• **Records for processing**:
▬▬▬

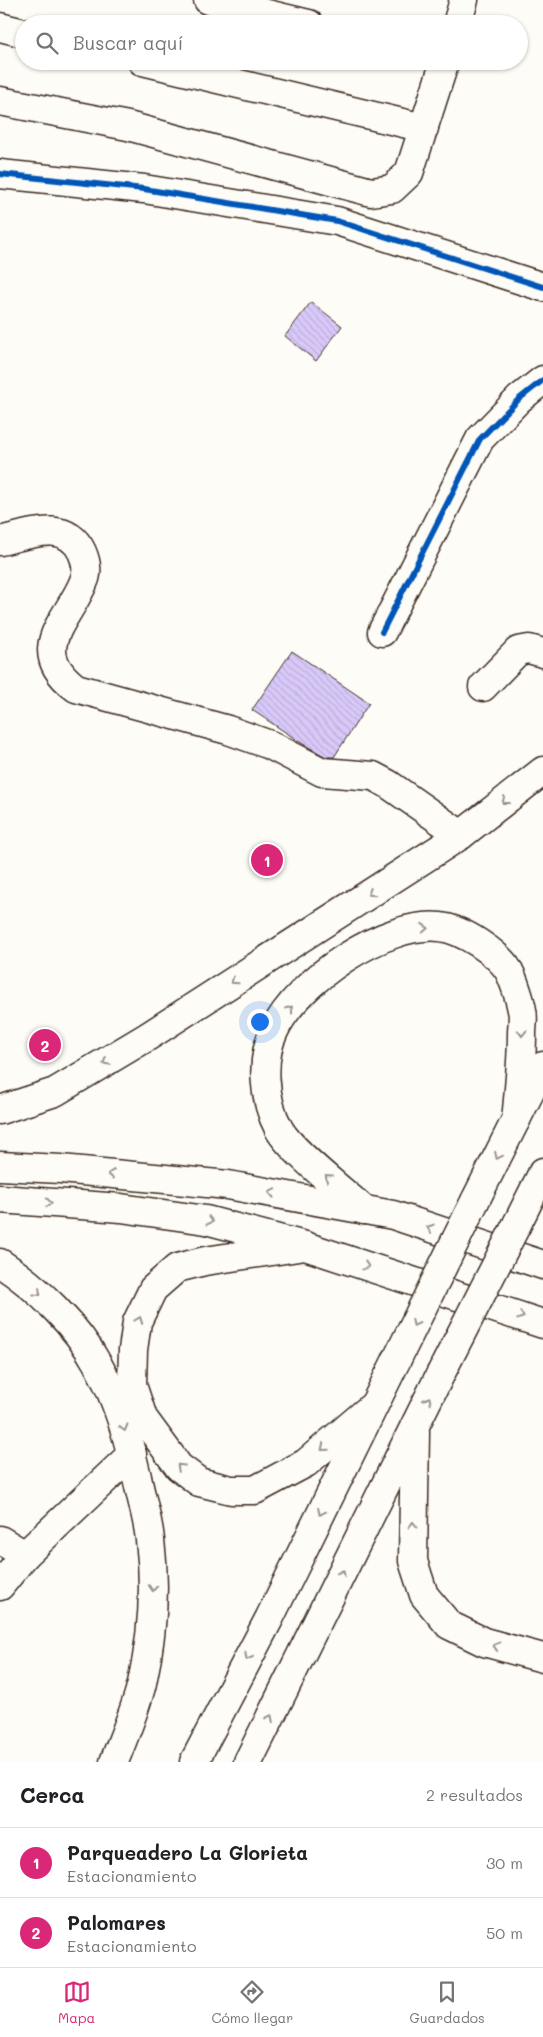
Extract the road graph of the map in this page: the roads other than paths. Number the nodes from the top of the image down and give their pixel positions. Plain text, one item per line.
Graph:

▬▬▬

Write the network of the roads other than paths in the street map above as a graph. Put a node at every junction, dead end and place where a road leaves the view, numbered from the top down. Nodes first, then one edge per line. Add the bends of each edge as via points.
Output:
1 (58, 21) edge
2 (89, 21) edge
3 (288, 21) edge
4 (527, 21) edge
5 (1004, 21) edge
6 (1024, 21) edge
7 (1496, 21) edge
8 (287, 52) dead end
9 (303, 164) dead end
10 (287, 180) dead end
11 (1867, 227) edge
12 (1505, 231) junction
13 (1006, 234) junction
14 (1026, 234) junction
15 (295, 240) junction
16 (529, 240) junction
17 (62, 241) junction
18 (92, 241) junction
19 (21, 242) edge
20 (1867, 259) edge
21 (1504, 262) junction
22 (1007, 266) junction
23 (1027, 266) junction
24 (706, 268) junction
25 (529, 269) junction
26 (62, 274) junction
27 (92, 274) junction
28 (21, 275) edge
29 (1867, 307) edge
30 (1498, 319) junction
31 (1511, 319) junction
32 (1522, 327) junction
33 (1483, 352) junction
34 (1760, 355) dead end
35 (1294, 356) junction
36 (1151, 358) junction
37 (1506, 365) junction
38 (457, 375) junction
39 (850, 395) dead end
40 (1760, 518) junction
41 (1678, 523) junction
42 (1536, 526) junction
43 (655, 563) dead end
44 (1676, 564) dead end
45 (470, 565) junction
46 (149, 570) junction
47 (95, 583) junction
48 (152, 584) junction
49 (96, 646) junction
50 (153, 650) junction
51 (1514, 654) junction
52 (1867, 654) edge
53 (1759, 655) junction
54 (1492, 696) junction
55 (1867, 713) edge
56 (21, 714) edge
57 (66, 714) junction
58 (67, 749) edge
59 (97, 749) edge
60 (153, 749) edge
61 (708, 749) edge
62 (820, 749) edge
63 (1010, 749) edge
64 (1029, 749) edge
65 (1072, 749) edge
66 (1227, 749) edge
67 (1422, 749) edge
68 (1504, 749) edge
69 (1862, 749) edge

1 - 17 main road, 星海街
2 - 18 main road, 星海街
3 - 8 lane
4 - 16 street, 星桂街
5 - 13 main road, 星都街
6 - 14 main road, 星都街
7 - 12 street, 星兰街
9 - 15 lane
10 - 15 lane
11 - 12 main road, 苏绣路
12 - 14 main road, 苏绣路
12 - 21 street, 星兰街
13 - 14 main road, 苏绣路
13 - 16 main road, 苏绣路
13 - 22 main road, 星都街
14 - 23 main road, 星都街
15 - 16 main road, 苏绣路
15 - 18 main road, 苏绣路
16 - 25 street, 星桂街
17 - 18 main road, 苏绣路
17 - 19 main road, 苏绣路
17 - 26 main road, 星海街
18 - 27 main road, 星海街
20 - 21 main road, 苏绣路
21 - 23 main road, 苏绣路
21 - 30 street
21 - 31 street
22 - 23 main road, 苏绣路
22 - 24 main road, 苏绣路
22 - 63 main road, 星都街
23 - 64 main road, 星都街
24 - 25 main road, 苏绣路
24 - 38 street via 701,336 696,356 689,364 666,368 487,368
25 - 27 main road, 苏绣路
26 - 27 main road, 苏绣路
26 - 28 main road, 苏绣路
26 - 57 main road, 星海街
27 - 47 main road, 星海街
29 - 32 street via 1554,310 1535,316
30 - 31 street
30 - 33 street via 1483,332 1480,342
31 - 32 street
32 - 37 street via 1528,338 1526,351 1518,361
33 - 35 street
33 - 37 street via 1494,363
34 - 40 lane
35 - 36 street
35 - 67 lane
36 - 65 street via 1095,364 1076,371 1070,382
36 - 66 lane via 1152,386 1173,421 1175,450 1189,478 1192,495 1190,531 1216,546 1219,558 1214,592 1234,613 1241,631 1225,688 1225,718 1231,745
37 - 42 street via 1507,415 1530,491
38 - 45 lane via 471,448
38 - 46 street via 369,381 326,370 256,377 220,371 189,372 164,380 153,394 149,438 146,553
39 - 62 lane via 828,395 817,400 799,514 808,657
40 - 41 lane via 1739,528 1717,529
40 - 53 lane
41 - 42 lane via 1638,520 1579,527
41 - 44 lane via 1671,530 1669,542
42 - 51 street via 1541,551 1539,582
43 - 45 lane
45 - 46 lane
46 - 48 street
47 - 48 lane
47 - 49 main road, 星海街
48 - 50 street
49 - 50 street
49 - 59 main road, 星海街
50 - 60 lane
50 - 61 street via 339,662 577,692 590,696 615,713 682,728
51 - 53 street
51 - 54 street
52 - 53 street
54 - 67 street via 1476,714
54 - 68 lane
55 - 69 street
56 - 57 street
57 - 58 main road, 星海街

▬▬▬

• **What is expected**:
In the entries above, which lines hold the string "paths"? Report all of them.

• **Answer to this exercise**:
Extract the road graph of the map in this page: the roads other than paths. Number the nodes from the top of the image down and give their pixel positions. Plain text, one item per line.
Write the network of the roads other than paths in the street map above as a graph. Put a node at every junction, dead end and place where a road leaves the view, numbered from the top down. Nodes first, then one edge per line. Add the bends of each edge as via points.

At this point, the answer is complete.